**TASK PROMPT:** Nothing should differ. Repeat every record as written.

Records from a collection
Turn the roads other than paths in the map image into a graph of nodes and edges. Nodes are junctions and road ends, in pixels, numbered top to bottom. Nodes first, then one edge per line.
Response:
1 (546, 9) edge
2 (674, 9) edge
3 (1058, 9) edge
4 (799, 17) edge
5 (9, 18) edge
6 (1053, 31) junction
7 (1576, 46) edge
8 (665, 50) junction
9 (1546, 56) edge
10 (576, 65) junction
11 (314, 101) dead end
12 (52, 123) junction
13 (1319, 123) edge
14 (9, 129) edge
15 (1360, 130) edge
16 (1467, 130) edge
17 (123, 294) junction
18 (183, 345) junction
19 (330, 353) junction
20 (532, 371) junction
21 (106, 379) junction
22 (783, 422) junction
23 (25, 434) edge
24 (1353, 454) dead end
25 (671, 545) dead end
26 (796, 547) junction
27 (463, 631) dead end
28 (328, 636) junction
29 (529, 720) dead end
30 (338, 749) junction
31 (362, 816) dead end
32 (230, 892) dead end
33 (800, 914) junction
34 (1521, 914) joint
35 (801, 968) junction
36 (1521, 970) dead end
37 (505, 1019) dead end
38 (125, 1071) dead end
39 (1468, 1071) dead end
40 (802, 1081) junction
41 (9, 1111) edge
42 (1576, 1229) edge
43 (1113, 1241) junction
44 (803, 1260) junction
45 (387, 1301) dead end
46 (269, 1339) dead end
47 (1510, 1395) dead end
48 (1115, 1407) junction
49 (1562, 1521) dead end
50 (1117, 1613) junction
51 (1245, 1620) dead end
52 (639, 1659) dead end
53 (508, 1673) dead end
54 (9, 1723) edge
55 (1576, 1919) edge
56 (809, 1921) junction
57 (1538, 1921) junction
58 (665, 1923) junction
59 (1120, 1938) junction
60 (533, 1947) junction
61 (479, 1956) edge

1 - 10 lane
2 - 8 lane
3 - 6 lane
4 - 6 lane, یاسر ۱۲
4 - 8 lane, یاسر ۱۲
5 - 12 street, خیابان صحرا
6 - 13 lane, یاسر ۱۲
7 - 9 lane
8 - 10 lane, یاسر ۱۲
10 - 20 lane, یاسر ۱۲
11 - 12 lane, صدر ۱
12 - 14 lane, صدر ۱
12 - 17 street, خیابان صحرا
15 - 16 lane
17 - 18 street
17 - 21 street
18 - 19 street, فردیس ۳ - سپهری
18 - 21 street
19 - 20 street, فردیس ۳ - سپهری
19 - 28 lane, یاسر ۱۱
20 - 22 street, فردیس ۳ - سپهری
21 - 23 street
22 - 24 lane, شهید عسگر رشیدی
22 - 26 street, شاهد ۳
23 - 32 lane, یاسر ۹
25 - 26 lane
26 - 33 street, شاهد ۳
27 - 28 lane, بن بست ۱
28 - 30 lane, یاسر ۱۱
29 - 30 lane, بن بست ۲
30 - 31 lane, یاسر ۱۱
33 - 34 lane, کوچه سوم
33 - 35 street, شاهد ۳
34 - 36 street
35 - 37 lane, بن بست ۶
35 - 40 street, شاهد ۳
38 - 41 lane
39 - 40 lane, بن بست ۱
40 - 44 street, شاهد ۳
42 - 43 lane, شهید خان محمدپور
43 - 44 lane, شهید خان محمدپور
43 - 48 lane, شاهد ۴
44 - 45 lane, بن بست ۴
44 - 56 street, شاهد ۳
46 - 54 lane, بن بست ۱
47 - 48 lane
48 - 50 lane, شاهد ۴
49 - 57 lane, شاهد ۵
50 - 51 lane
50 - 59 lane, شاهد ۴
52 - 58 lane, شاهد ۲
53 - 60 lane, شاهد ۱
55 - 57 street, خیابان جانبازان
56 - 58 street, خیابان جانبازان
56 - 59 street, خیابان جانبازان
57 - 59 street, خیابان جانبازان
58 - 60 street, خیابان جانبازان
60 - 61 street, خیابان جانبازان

**PROBLEM SOLUTION:**
Turn the roads other than paths in the map image into a graph of nodes and edges. Nodes are junctions and road ends, in pixels, numbered top to bottom. Nodes first, then one edge per line.
Response:
1 (546, 9) edge
2 (674, 9) edge
3 (1058, 9) edge
4 (799, 17) edge
5 (9, 18) edge
6 (1053, 31) junction
7 (1576, 46) edge
8 (665, 50) junction
9 (1546, 56) edge
10 (576, 65) junction
11 (314, 101) dead end
12 (52, 123) junction
13 (1319, 123) edge
14 (9, 129) edge
15 (1360, 130) edge
16 (1467, 130) edge
17 (123, 294) junction
18 (183, 345) junction
19 (330, 353) junction
20 (532, 371) junction
21 (106, 379) junction
22 (783, 422) junction
23 (25, 434) edge
24 (1353, 454) dead end
25 (671, 545) dead end
26 (796, 547) junction
27 (463, 631) dead end
28 (328, 636) junction
29 (529, 720) dead end
30 (338, 749) junction
31 (362, 816) dead end
32 (230, 892) dead end
33 (800, 914) junction
34 (1521, 914) joint
35 (801, 968) junction
36 (1521, 970) dead end
37 (505, 1019) dead end
38 (125, 1071) dead end
39 (1468, 1071) dead end
40 (802, 1081) junction
41 (9, 1111) edge
42 (1576, 1229) edge
43 (1113, 1241) junction
44 (803, 1260) junction
45 (387, 1301) dead end
46 (269, 1339) dead end
47 (1510, 1395) dead end
48 (1115, 1407) junction
49 (1562, 1521) dead end
50 (1117, 1613) junction
51 (1245, 1620) dead end
52 (639, 1659) dead end
53 (508, 1673) dead end
54 (9, 1723) edge
55 (1576, 1919) edge
56 (809, 1921) junction
57 (1538, 1921) junction
58 (665, 1923) junction
59 (1120, 1938) junction
60 (533, 1947) junction
61 (479, 1956) edge

1 - 10 lane
2 - 8 lane
3 - 6 lane
4 - 6 lane, یاسر ۱۲
4 - 8 lane, یاسر ۱۲
5 - 12 street, خیابان صحرا
6 - 13 lane, یاسر ۱۲
7 - 9 lane
8 - 10 lane, یاسر ۱۲
10 - 20 lane, یاسر ۱۲
11 - 12 lane, صدر ۱
12 - 14 lane, صدر ۱
12 - 17 street, خیابان صحرا
15 - 16 lane
17 - 18 street
17 - 21 street
18 - 19 street, فردیس ۳ - سپهری
18 - 21 street
19 - 20 street, فردیس ۳ - سپهری
19 - 28 lane, یاسر ۱۱
20 - 22 street, فردیس ۳ - سپهری
21 - 23 street
22 - 24 lane, شهید عسگر رشیدی
22 - 26 street, شاهد ۳
23 - 32 lane, یاسر ۹
25 - 26 lane
26 - 33 street, شاهد ۳
27 - 28 lane, بن بست ۱
28 - 30 lane, یاسر ۱۱
29 - 30 lane, بن بست ۲
30 - 31 lane, یاسر ۱۱
33 - 34 lane, کوچه سوم
33 - 35 street, شاهد ۳
34 - 36 street
35 - 37 lane, بن بست ۶
35 - 40 street, شاهد ۳
38 - 41 lane
39 - 40 lane, بن بست ۱
40 - 44 street, شاهد ۳
42 - 43 lane, شهید خان محمدپور
43 - 44 lane, شهید خان محمدپور
43 - 48 lane, شاهد ۴
44 - 45 lane, بن بست ۴
44 - 56 street, شاهد ۳
46 - 54 lane, بن بست ۱
47 - 48 lane
48 - 50 lane, شاهد ۴
49 - 57 lane, شاهد ۵
50 - 51 lane
50 - 59 lane, شاهد ۴
52 - 58 lane, شاهد ۲
53 - 60 lane, شاهد ۱
55 - 57 street, خیابان جانبازان
56 - 58 street, خیابان جانبازان
56 - 59 street, خیابان جانبازان
57 - 59 street, خیابان جانبازان
58 - 60 street, خیابان جانبازان
60 - 61 street, خیابان جانبازان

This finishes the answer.